Cannes Bocca futsal, un doyen au tapis

Vice-champion de France l'an dernier, le plus ancien club de l'Hexagone a fermé ses portes. Une fin aussi triste que brutale pour le Cannes Bocca futsal, causé par une mauvaise gestion des comptes.

Sur son blason, le Cannes Bocca futsal (CBF) affichait fièrement la date de sa création, 1978. Alors qu'il était passé tout près d'un premier titre de champion il y a quelques mois, le CBF a été rayé de la carte en l'espace de quelques jours. Samedi dernier, la D1 a repris. Sans lui.

Après la rétrogradation de l'AS Cannes football en DHR en raisons de soucis financiers, la Cité des festivals est le théâtre d'un nouvel épisode du genre. Si la situation et les sommes en jeu ne sont pas comparables, l'issue est la même.

Ce qui a précité la chute du Cannes Bocca futsal, c'est une somme de 70 000 euros non restituée à la mairie. Un montant qui correspond au salaire annuel (charges comprises) d'un employé municipal mis à disposition par la Ville, le manager général Farid Benameur (qui a cessé ses fonctions le 2 septembre) en l'occurence.

L'argent utilisé pour recruter des joueurs

L'usage voulait qu'en plus de la subvention versée au club, cette enveloppe lui soit allouée. Dans le courant de l'année, elle devait être rétrocédée à la mairie de Cannes "pour que les écritures de la Ville soient transparentes", comme l'a expliqué l'adjointe au sport, Odile Gouny-Douzol.
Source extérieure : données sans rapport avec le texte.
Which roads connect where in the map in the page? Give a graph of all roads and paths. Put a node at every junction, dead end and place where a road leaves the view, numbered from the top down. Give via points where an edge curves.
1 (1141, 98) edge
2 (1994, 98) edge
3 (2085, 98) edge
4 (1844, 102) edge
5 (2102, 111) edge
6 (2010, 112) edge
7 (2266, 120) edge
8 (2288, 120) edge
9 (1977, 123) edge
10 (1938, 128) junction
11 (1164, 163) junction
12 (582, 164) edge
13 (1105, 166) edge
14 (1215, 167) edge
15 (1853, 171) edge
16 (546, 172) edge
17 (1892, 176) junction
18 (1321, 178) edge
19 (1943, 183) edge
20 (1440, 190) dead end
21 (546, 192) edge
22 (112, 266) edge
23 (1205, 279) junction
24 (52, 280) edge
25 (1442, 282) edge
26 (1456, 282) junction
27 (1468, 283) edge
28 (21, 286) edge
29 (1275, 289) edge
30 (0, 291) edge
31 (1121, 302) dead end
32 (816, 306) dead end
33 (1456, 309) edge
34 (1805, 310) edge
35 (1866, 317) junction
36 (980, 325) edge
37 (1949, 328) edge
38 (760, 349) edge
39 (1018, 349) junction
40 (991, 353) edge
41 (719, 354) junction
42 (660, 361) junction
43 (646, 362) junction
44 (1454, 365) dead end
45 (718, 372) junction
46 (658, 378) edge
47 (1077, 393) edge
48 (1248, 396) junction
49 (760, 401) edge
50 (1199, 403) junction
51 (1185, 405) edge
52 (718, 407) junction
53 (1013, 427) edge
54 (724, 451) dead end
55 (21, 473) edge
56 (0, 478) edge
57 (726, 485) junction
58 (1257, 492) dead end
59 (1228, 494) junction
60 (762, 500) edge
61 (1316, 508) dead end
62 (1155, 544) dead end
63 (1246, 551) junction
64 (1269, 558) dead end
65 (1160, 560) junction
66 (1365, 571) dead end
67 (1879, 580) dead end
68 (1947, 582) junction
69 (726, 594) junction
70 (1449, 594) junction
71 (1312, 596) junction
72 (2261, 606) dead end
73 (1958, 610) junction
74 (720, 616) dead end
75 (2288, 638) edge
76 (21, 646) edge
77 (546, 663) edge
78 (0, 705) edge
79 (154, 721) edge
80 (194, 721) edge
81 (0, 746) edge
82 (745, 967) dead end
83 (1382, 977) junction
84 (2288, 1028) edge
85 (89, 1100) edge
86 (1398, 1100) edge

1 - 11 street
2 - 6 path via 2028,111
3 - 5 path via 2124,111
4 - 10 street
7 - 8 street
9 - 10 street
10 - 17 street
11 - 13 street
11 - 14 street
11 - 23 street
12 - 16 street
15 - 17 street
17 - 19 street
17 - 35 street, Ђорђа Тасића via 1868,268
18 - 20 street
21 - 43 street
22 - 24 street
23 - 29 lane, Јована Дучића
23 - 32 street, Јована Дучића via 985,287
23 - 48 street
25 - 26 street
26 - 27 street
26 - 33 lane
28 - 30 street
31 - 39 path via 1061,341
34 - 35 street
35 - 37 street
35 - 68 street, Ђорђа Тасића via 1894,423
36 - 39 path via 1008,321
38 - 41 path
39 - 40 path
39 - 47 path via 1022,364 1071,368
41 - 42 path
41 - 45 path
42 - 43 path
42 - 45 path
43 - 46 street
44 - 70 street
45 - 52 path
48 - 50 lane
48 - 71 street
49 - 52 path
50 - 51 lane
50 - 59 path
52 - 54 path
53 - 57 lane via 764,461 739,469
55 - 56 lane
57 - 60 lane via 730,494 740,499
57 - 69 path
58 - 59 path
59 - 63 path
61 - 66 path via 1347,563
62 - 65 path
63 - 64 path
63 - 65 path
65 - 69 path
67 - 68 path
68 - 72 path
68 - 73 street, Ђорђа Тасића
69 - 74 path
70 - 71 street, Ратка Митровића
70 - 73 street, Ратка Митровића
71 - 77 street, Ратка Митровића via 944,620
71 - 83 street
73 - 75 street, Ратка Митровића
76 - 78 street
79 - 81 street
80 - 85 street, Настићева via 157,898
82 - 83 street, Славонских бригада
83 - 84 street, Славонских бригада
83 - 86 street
Le hic, c'est que tout ne s'est pas exactement passé comme prévu. Et les 70 000 euros auraient été utilisés pour effectuer le recrutement et renouveler certains contrats (d'autres ont été pris en charge par l'Etat, sous forme de "contrats  avenir").

"Une escroquerie" pour Odile Gouny-Dozol, qui indique avoir relancé à plusieurs reprises le président Floren Massis, démissionnaire, afin d'obtenir des éclaircissements. Après avoir promis de rembourser 9 000 euros, le dirigeant n'a pas donné suite. "Pour nous, il a sabordé le club", insiste l'élue.

François Behar :
"J'ai la sensation qu'on assassine notre enfant"

Sur le site actufutsal.fr, François Behar, président de 2005 à 2013, a livré son sentiment sur cette affaire. "J'ai l'a sensation qu'on assassine notre enfant. […] Et dire que trois de nos matches allaient être diffusés à la télé, c'est du gâchis…"

Dans le milieu du futsal français, l'annonce de la disparition du Cannes Bocca futsal n'a pas laissé indifférent. Via les réseaux sociaux, plusieurs clubs et joueurs ont tenu à adresser un message de soutien au CBF.